Now you can see right now, from the actions and the activities of this week that we are really dealing with the immediate. But, I think it’s also clear that we have systemic issues that we still need to resolve to make Cornell a more welcoming community. There are a lot of steps that we have taken - we are strengthening the role of diversity in faculty searches, we are pursuing training for all faculty and staff, so that they understand difference and what it means in the classroom and out of classroom, on campus. We are working, as many of you know, on our statements of diversity, freedom of expression and civil discourse. Some of you have already shared some additional creative ideas that I think are worth implementing, for example, enhancements to NSO (New Student Orientation) or our First-Year Seminar and the use of faculty with particular skills in mediation. We are also, as you may know or maybe you don’t, we are relaunching our Sustained Dialogue Program, which will provide the opportunity for 50 of you to be trained over our first block break as facilitators, which will help you acquire lifelong skills that you would need in conflict resolution. But even though these are the steps that we are taking, we have to take further steps and we are working to do that over the remainder of this academic year and into next year and into the future. But, I still want to come back to something again and again and again. We can take all of these steps but I am convinced in my heart, that the single greatest step we can take, right now, is by simply expecting people to show respect to others. Just show some kindness. [Interrupted by audience applause] Just show some generosity of spirit, be thoughtful, respect other people. It really shouldn’t be that hard.
And, while our challenges are specific to Cornell, they are, no doubt, also a disturbing reflection of a larger phenomenon connected with our national political environment.

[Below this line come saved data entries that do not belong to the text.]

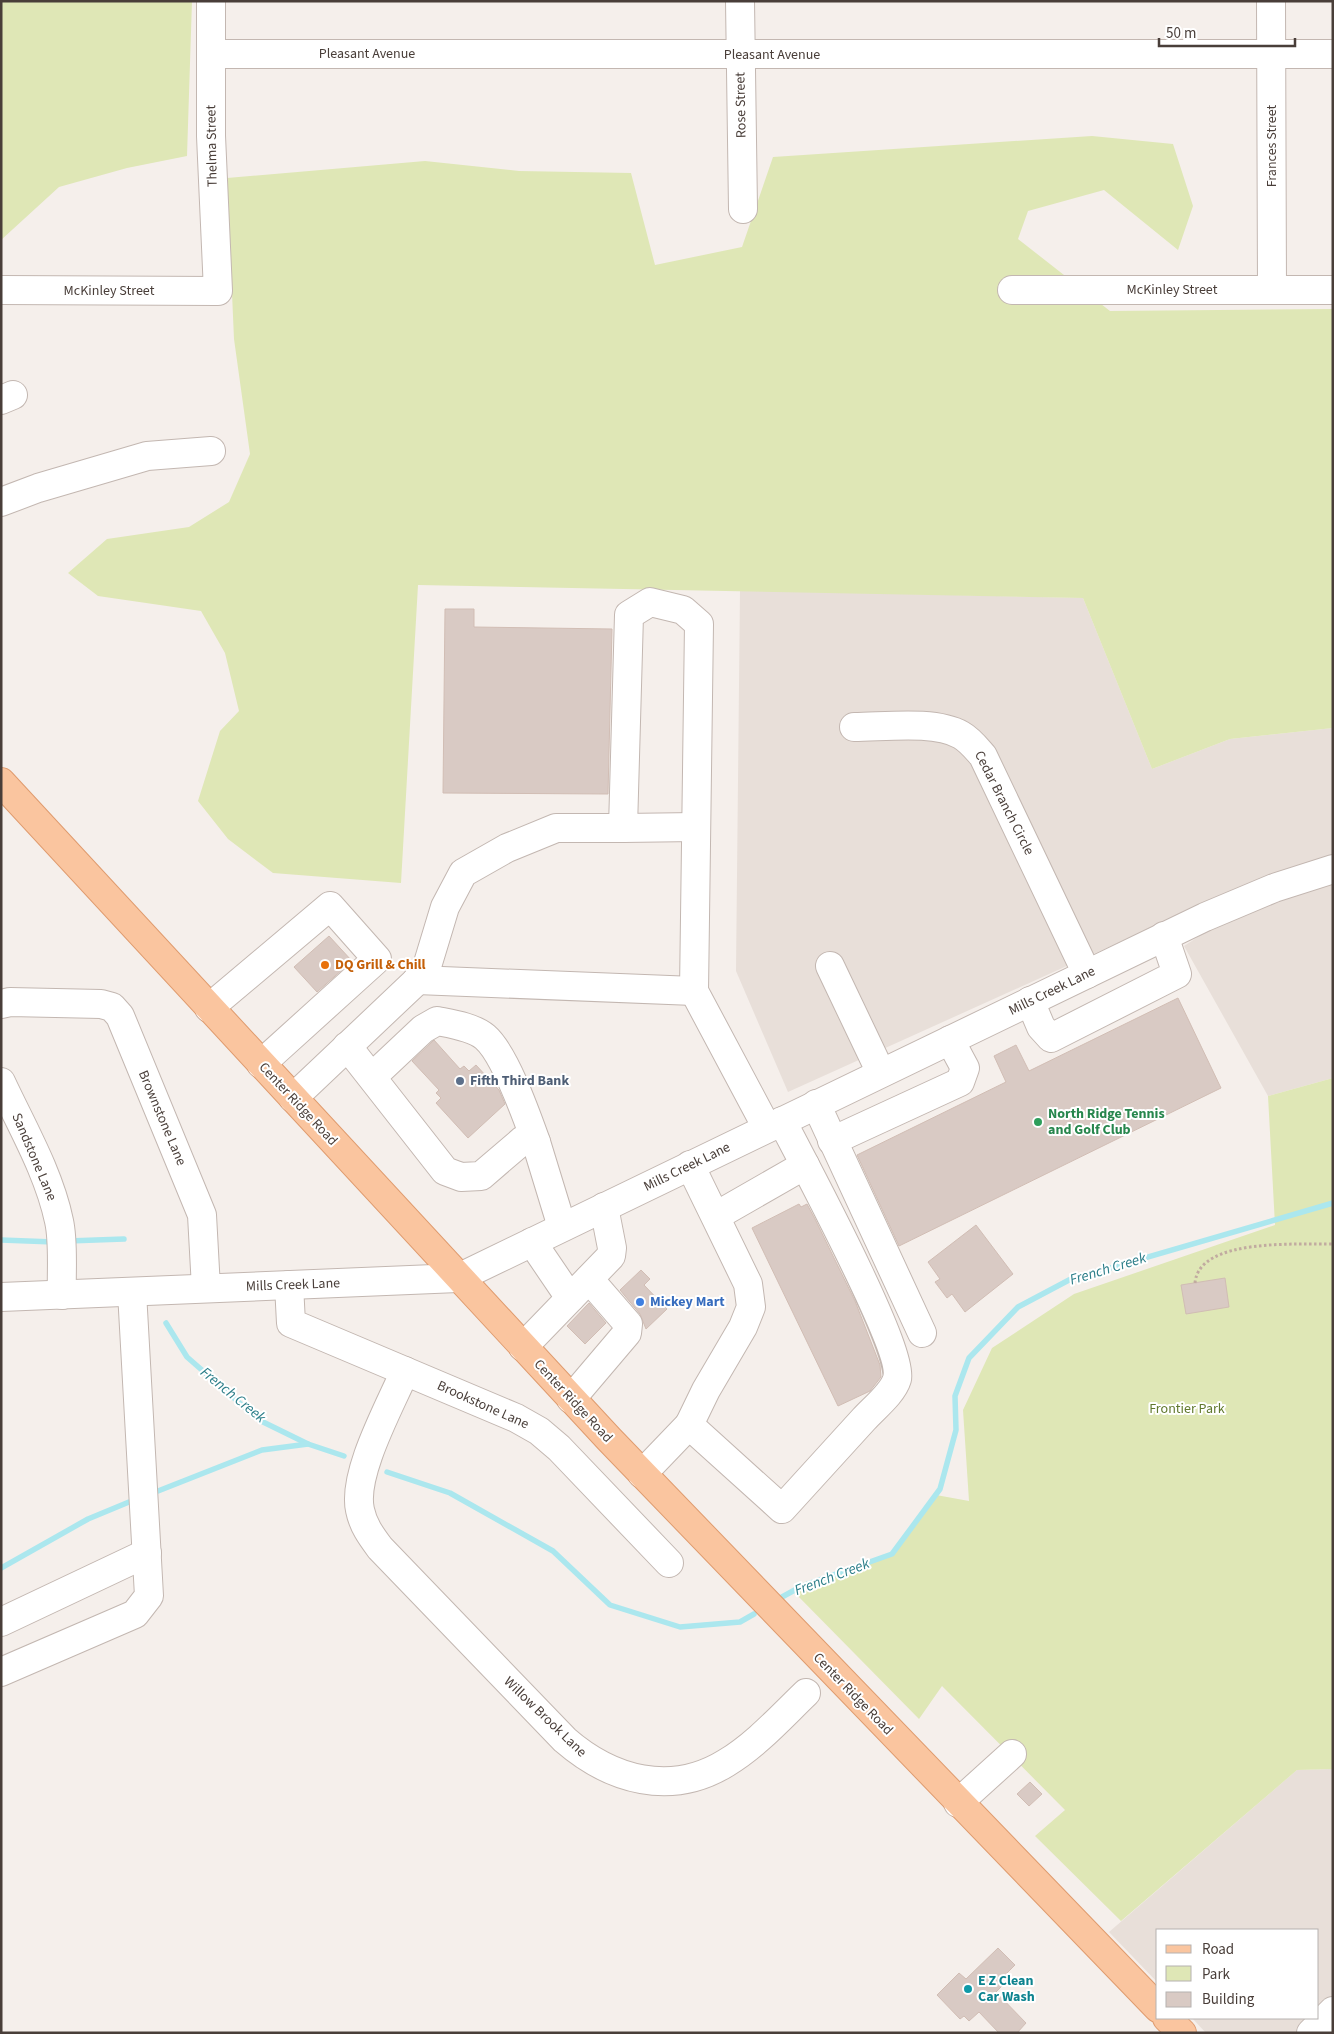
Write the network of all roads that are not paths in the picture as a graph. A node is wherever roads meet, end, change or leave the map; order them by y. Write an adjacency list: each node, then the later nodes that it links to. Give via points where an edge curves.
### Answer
1 (211, 1): 4 (street, Thelma Street)
2 (740, 1): 7 (street, Rose Street)
3 (1271, 1): 5 (street, Frances Street)
4 (212, 54): 7 (street, Pleasant Avenue); 13 (street, Thelma Street, via 212,155)
5 (1271, 54): 6 (street, Pleasant Avenue); 7 (street, Pleasant Avenue); 11 (street, Frances Street)
6 (1333, 54)
7 (740, 55): 8 (street, Rose Street)
8 (743, 208)
9 (1, 290): 13 (street, McKinley Street)
10 (1012, 290): 11 (street, McKinley Street)
11 (1272, 290): 12 (street, McKinley Street)
12 (1333, 290)
13 (218, 291)
14 (210, 451): 15 (street, via 147,456)
15 (1, 502)
16 (854, 727): 23 (street, Cedar Branch Circle, via 946,729 973,744 983,756)
17 (2, 783): 28 (main road, Center Ridge Road)
18 (696, 827): 19 (street); 19 (street, via 699,624 683,610 650,602 629,615); 25 (street)
19 (623, 828): 24 (street, via 556,828 507,848 463,873 444,907 424,973)
20 (1333, 869): 21 (street, Mills Creek Lane, via 1274,888)
21 (1164, 936): 23 (street, Mills Creek Lane); 26 (street, via 1177,974 1071,1030 1051,1038 1041,1027)
22 (830, 966): 32 (street)
23 (1087, 974): 26 (street, Mills Creek Lane)
24 (417, 980): 25 (street); 30 (street)
25 (694, 991): 37 (street)
26 (1030, 1002): 29 (street, Mills Creek Lane)
27 (1, 1004): 49 (street, Brownstone Lane, via 101,1004 112,1007 120,1016 202,1215)
28 (209, 1008): 31 (main road, Center Ridge Road); 31 (street, via 330,906 377,959)
29 (950, 1040): 32 (street, Mills Creek Lane); 38 (street, via 965,1068 960,1082)
30 (347, 1046): 33 (street); 35 (street)
31 (261, 1064): 35 (main road, Center Ridge Road)
32 (881, 1073): 36 (street, Mills Creek Lane)
33 (372, 1078): 39 (street, via 445,1171 461,1177 481,1176 523,1140); 39 (street, via 423,1029 437,1021 461,1026 485,1037 500,1059 522,1102)
34 (1, 1082): 51 (street, Sandstone Lane, via 47,1181 60,1223)
35 (293, 1098): 46 (main road, Center Ridge Road)
36 (816, 1104): 37 (street, Mills Creek Lane); 38 (street)
37 (775, 1124): 40 (street); 41 (street, Mills Creek Lane)
38 (832, 1140): 54 (street)
39 (536, 1142): 44 (street)
40 (804, 1165): 43 (street); 58 (street, via 846,1246 894,1351 898,1376 895,1384 782,1508)
41 (690, 1166): 42 (street, Mills Creek Lane); 43 (street)
42 (604, 1207): 44 (street, Mills Creek Lane); 47 (street, via 612,1248 610,1256)
43 (716, 1216): 58 (street, via 748,1284 751,1307)
44 (562, 1227): 45 (street, Mills Creek Lane)
45 (532, 1242): 46 (street, Mills Creek Lane); 53 (street)
46 (458, 1278): 48 (street, Mills Creek Lane); 55 (main road, Center Ridge Road)
47 (589, 1279): 53 (street); 57 (street, via 628,1324 627,1333)
48 (289, 1285): 49 (street, Mills Creek Lane); 56 (street, Brookstone Lane, via 291,1323)
49 (206, 1288): 50 (street, Mills Creek Lane)
50 (132, 1292): 51 (street, Mills Creek Lane); 60 (street)
51 (62, 1295): 52 (street, Mills Creek Lane)
52 (1, 1297)
53 (570, 1298): 55 (street)
54 (922, 1333)
55 (523, 1347): 57 (main road, Center Ridge Road)
56 (405, 1371): 61 (street, Brookstone Lane, via 539,1431); 64 (street, Willow Brook Lane, via 359,1487 360,1509 367,1530 431,1602 585,1758 609,1771 635,1779 662,1781 695,1776 725,1764 752,1744)
57 (571, 1399): 59 (main road, Center Ridge Road)
58 (689, 1425): 59 (street)
59 (642, 1474): 66 (main road, Center Ridge Road)
60 (147, 1553): 62 (street); 63 (street, via 149,1596 135,1614)
61 (669, 1563)
62 (1, 1622)
63 (1, 1672)
64 (806, 1693)
65 (1012, 1754): 66 (street)
66 (958, 1803): 67 (main road, Center Ridge Road)
67 (1156, 2006)
68 (1333, 2011): 71 (street)
69 (1168, 2019): 70 (main road)
70 (1182, 2033)
71 (1311, 2033)

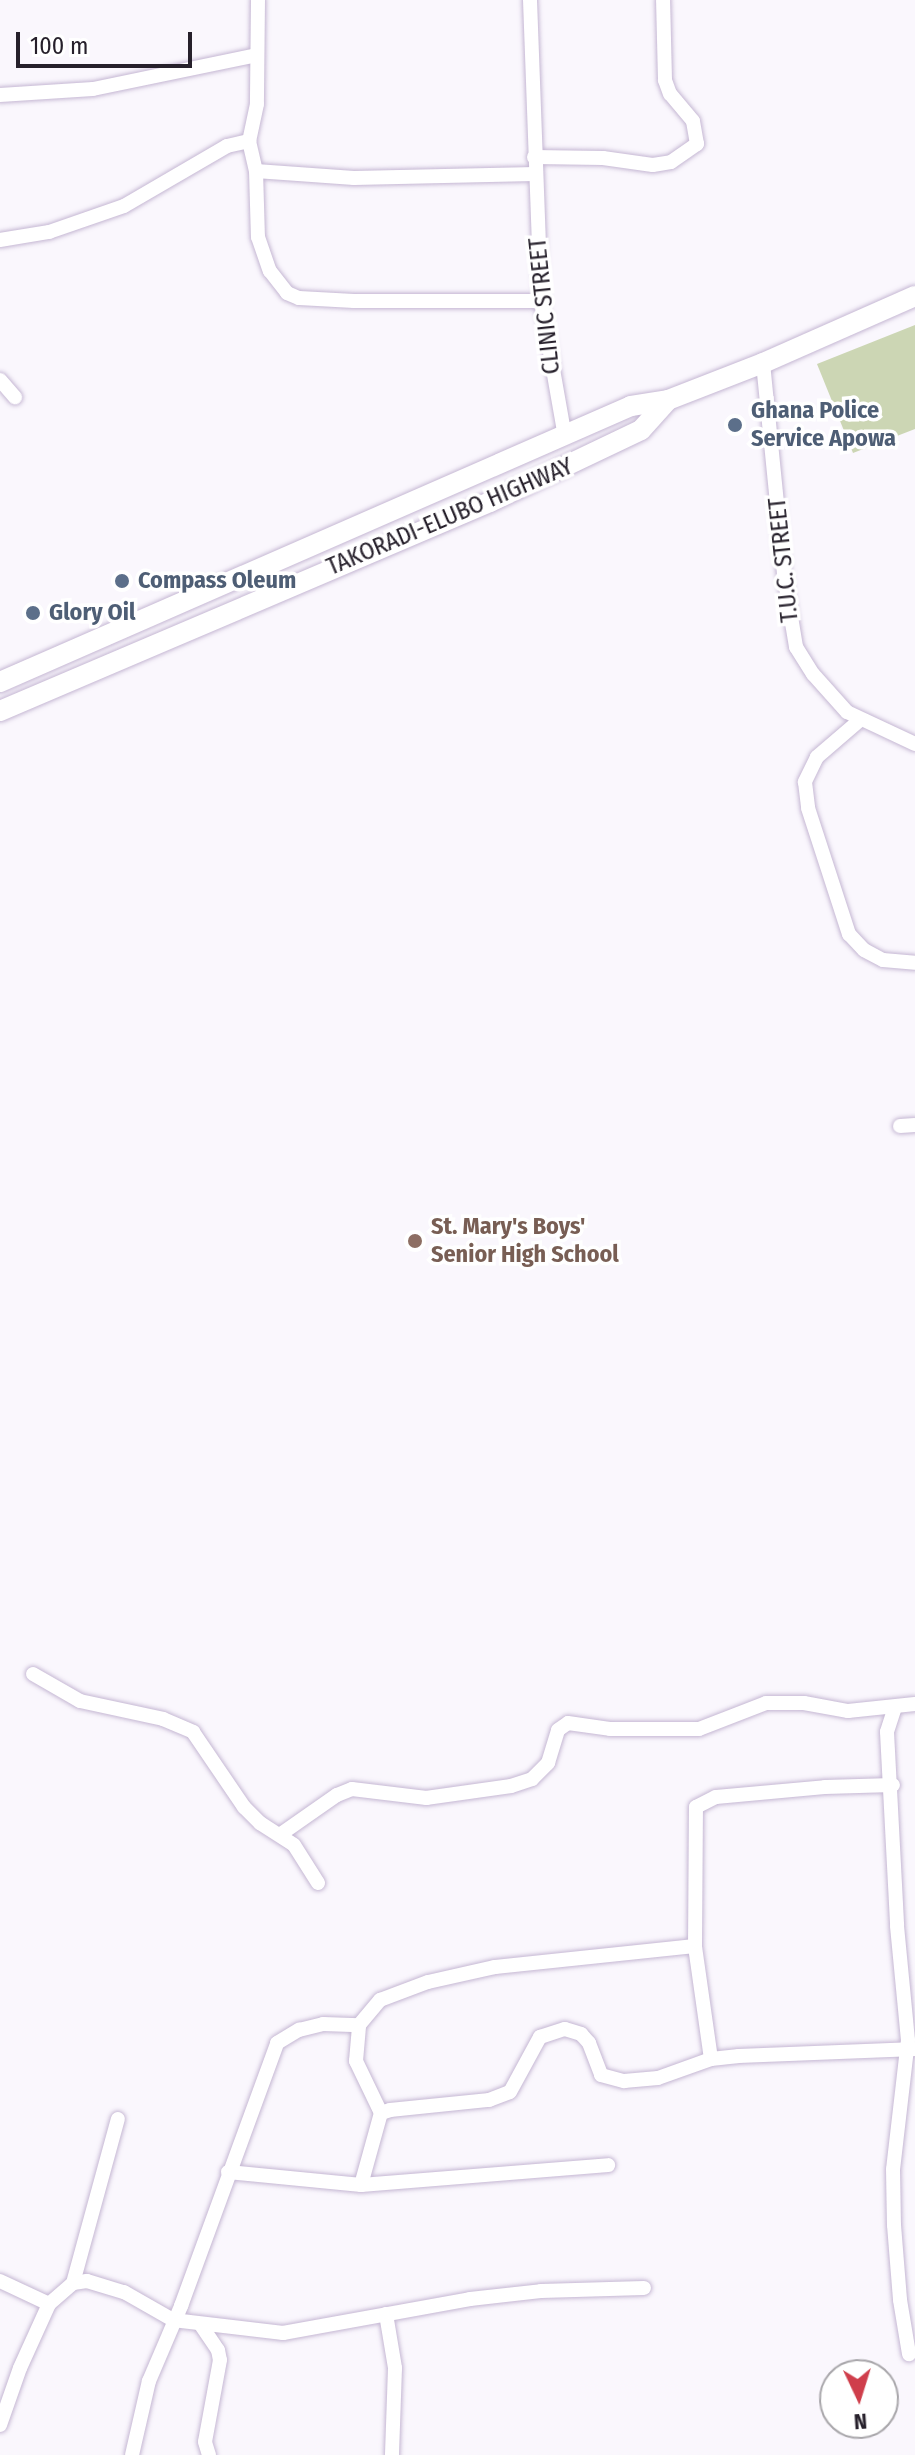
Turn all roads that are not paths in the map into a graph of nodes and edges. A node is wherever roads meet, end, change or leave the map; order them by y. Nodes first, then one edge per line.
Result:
1 (258, 0) edge
2 (530, 0) edge
3 (663, 0) edge
4 (257, 55) junction
5 (0, 95) edge
6 (249, 141) junction
7 (534, 157) junction
8 (256, 171) junction
9 (535, 174) junction
10 (0, 240) edge
11 (915, 296) edge
12 (541, 301) junction
13 (763, 363) junction
14 (0, 380) edge
15 (15, 397) dead end
16 (668, 400) junction
17 (565, 437) junction
18 (0, 682) edge
19 (0, 711) edge
20 (860, 720) junction
21 (915, 744) edge
22 (915, 963) edge
23 (33, 1674) dead end
24 (915, 1704) edge
25 (895, 1707) junction
26 (893, 1785) junction
27 (281, 1834) junction
28 (318, 1883) dead end
29 (695, 1946) junction
30 (359, 2025) junction
31 (911, 2049) edge
32 (711, 2059) junction
33 (381, 2113) junction
34 (118, 2119) dead end
35 (608, 2165) dead end
36 (228, 2172) junction
37 (361, 2185) junction
38 (0, 2281) edge
39 (73, 2283) junction
40 (644, 2288) dead end
41 (49, 2304) junction
42 (386, 2314) junction
43 (173, 2320) junction
44 (201, 2325) junction
45 (909, 2354) dead end
46 (0, 2425) edge
47 (132, 2455) edge
48 (209, 2455) edge
49 (392, 2455) edge

1 - 4 street
2 - 7 street, CLINIC STREET
3 - 7 street
4 - 5 street
4 - 6 street
6 - 8 street
6 - 10 street
7 - 9 street, CLINIC STREET
8 - 9 street
8 - 12 street
9 - 12 street, CLINIC STREET
11 - 13 highway, TAKORADI-ELUBO HIGHWAY
12 - 17 street, CLINIC STREET
13 - 16 highway, TAKORADI-ELUBO HIGHWAY
13 - 20 street, T.U.C. STREET
14 - 15 street
16 - 17 highway, TAKORADI-ELUBO HIGHWAY
16 - 19 highway, TAKORADI-ELUBO HIGHWAY
17 - 18 highway, TAKORADI-ELUBO HIGHWAY
20 - 21 street, T.U.C. STREET
20 - 22 street
23 - 27 street
24 - 25 street
25 - 26 street
25 - 27 street
26 - 29 street
26 - 31 street
27 - 28 street
29 - 30 street
29 - 32 street
30 - 33 street
30 - 36 street
31 - 32 street
31 - 45 street
32 - 33 street
33 - 37 street
34 - 39 street
35 - 37 street
36 - 37 street
36 - 43 street
38 - 41 street
39 - 41 street
39 - 43 street
40 - 42 street
41 - 46 street
42 - 44 street
42 - 49 street
43 - 44 street
43 - 47 street
44 - 48 street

I don’t know how to explain it other than to say there seems to be a strange destructive divisiveness and lack of civility in our culture right now. It’s hard to understand, it’s hard to explain, but we have to expect that we can do better here. We have to learn from this. We have got to be better than this.
So, I’m going to end. I want to thank everyone for coming, including our faculty for making the time to come listen. I know you all need to get back to classes. I want you all to know that I welcome further conversations with any one of you in person and I’m explicitly asking for suggestions and ideas for ways you think we could improve our campus environment, things you think we should be considering. Talk with me, share ideas with your faculty, with those in student affairs, we will consider them all.
Now, my final point, my final thing I would just like to say - I want to remind everyone that we are in the middle of a Block. We have our classes to finish. We are coming up on the end of an academic year - we have musical events, theatre, athletic contests, another senior art show, celebrations of academic and athletic achievements, and of course, commencement. Let’s not forget how hard people have worked for these moments, while we also engage in these important discussions of campus climate regarding how we can become a much more welcoming academic community of thoughtful and generous individuals.